The Bird Is Gone: A Manifesto

Page 7

by Stephen Graham Jones


  Trans-Annie was the stage name of Enil Anderson's wife. It was like that in a clipping in the hall of their house. I don't know what her act was; the part of the article with specifics was shiny black with flies, as if the words had bulged, crowded into each other. LP would write like that if he could. I was already calling him LP by then, I guess.

  I didn't say anything to Trans-Annie, either. Not that she would have listened. I did sit with her for three hours, though, until Back Iron appeared in the doorway, my full-length skirt whipping around his knees. I didn't know he'd brought that one; he was drunk, suddenly sober.

  ‘Not your fault,’ he said, about Trans-Annie, little Enil, but it was.

  If I'd still had that feather, I would have left it there, with them, but all I could do was ride back to the Territories with Back Iron, pour champagne over the image of her at the end of Enil Anderson's driveway, on the other side of the front door, arranged on the couch to receive visitors, the cushions around her black with blood, her blood. And little Enil: he was the white child with his hands tied under the desk at Broken Arrow.

  Her real name was Trudy, Trudy Anderson. The clipping in the hall said she was the opposite of Virginia Dare, whatever that meant. Enil Anderson knew: he had underlined it, his pen slashing the bottom off the g it was all balanced on.

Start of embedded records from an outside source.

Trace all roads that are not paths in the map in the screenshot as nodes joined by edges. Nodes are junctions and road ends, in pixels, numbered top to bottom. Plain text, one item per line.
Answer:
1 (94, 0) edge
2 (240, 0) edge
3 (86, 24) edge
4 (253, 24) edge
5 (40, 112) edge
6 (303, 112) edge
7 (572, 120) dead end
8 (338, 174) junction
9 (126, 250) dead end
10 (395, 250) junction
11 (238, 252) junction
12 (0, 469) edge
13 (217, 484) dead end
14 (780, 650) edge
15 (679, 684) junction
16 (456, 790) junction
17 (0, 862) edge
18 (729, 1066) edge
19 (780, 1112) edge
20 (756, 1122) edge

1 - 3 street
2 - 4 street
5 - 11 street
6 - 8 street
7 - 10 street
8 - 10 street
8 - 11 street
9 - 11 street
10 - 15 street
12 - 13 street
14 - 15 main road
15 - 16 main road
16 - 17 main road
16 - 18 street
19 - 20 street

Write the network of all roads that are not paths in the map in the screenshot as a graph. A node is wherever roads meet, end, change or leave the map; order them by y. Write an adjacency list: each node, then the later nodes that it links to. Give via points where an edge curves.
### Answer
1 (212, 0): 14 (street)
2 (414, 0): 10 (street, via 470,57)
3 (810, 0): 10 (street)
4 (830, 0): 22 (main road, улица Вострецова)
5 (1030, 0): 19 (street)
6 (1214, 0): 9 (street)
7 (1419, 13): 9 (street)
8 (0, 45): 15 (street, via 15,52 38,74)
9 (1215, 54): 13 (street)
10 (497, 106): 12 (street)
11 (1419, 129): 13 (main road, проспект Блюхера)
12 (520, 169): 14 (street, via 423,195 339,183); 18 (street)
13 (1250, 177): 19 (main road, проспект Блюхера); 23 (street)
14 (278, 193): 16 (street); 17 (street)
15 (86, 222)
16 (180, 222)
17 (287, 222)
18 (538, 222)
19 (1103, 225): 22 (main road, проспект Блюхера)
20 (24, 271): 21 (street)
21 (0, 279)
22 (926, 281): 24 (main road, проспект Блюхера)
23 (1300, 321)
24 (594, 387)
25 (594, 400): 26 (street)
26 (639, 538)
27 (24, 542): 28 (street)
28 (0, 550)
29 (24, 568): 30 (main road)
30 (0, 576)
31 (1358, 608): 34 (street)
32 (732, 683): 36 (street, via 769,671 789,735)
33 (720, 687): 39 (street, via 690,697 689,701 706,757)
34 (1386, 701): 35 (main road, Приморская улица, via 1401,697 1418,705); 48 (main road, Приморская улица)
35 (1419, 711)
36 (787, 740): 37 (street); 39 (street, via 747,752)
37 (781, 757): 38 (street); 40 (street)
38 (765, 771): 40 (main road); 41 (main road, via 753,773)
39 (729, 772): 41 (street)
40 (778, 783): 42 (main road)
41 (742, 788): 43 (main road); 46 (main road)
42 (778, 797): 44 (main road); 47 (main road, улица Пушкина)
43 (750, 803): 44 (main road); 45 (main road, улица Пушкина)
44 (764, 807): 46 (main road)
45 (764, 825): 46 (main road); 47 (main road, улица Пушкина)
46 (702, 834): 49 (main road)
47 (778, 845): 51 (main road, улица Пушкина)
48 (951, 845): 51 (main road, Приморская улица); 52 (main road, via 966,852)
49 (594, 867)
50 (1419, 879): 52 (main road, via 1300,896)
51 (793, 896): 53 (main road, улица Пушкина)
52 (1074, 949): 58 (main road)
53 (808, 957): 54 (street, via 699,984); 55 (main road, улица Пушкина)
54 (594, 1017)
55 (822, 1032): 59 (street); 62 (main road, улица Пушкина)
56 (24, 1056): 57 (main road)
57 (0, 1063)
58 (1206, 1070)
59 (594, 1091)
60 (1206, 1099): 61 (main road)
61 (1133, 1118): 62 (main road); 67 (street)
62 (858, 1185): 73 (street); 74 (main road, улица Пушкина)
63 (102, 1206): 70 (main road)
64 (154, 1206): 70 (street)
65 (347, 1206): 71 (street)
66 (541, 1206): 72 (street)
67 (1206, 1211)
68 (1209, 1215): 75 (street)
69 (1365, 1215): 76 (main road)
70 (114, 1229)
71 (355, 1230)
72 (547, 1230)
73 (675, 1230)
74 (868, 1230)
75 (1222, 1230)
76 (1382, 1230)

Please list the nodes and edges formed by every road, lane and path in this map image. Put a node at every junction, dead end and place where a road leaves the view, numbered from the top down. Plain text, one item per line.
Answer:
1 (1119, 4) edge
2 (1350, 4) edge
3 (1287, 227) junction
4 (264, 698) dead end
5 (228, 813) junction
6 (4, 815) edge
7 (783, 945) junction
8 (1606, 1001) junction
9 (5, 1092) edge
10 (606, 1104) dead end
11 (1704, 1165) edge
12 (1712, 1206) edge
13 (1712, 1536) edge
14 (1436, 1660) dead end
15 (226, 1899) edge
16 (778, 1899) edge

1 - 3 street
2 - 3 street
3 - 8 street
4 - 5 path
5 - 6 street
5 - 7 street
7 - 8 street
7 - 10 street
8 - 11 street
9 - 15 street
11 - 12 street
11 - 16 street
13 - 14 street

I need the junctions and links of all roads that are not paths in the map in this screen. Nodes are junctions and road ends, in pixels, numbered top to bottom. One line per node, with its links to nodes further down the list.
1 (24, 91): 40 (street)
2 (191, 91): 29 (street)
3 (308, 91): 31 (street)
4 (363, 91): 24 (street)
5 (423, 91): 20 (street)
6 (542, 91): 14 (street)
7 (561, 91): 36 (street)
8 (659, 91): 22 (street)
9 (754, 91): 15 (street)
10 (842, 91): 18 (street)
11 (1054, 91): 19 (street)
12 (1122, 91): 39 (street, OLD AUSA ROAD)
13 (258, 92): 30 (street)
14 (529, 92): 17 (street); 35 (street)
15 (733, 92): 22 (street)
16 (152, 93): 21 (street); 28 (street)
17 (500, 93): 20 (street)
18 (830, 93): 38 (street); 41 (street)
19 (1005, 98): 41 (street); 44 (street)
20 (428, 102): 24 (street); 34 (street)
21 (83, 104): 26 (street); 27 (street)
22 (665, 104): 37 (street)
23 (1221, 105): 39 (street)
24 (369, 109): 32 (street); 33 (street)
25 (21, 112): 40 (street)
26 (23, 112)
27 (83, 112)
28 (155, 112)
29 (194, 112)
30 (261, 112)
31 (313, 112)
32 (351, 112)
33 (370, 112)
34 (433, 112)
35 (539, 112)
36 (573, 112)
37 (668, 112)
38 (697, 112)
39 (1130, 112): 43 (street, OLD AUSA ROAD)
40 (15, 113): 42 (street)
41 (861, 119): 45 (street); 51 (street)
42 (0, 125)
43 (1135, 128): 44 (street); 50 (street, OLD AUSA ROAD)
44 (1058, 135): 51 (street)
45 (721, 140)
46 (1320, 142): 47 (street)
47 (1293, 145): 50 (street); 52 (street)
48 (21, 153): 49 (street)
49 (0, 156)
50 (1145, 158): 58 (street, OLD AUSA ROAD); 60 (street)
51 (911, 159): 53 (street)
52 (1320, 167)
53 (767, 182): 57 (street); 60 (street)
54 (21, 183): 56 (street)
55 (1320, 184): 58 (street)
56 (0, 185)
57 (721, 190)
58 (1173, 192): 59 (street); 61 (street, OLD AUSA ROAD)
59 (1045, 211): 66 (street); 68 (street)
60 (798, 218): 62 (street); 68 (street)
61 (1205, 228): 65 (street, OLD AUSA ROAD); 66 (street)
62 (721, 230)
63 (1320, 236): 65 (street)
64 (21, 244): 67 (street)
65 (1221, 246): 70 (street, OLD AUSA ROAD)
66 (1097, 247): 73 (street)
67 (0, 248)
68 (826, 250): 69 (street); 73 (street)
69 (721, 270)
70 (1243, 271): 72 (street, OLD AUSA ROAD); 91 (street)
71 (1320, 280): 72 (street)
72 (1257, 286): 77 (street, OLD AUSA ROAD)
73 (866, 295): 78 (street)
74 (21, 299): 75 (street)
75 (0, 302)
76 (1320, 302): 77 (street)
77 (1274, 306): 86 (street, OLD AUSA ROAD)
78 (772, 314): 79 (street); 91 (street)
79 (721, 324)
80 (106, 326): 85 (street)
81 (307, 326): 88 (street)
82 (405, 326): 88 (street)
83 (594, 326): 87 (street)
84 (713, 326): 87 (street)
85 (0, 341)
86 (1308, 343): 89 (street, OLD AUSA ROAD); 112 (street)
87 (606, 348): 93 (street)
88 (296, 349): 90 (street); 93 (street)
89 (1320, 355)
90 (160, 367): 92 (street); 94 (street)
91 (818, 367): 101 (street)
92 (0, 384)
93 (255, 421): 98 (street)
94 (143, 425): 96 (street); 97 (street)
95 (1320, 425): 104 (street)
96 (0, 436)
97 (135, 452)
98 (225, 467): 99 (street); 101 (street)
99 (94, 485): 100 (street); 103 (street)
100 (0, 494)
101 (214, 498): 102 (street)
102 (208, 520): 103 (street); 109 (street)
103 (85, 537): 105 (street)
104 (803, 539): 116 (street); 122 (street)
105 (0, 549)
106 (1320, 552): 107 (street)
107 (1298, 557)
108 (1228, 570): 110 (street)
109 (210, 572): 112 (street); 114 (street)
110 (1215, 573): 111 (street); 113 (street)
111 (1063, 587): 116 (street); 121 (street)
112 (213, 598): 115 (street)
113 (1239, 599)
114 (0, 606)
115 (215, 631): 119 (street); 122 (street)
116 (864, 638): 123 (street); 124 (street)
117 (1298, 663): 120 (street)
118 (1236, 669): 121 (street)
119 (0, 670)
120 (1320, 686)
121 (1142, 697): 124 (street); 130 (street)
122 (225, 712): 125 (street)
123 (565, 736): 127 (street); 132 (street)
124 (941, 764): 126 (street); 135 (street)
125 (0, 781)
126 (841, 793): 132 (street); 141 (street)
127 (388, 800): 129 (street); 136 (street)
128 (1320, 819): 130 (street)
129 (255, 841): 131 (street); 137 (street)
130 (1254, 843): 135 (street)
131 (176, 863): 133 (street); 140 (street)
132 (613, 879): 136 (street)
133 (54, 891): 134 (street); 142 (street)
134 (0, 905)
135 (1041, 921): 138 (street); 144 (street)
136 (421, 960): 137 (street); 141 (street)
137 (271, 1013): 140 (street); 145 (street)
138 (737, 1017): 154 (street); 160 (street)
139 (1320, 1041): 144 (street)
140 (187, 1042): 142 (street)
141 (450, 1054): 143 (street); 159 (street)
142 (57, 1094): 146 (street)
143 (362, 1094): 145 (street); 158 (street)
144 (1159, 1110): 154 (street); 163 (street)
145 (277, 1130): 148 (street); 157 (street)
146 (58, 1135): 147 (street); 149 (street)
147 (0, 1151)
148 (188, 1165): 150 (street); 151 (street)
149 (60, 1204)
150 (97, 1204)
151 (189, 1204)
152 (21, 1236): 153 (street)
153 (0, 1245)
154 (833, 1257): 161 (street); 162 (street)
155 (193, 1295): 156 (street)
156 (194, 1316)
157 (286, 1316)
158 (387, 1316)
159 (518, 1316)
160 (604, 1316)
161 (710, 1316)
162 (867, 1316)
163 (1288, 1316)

  He had never planned on coming home.

  Back Iron left a bundle of sage burning in the dry aquarium, rescued the turtle from it, and then led me away, the fire alarm already keening. We drove faster than any Indians ever have. Dusk came; I could almost hear Mary Boy singing it up, his voice plaintive, earnest, but then it was night for miles and miles, until Yaqui Buoy. The attendant in his monochromatic coveralls was out in the road, in the dawn, all fingertips and toes, his ear to the asphalt, listening to us approach. I made Back Iron circle back through the weeds of No Man's Land but it wasn't him, LP Deal. But it was.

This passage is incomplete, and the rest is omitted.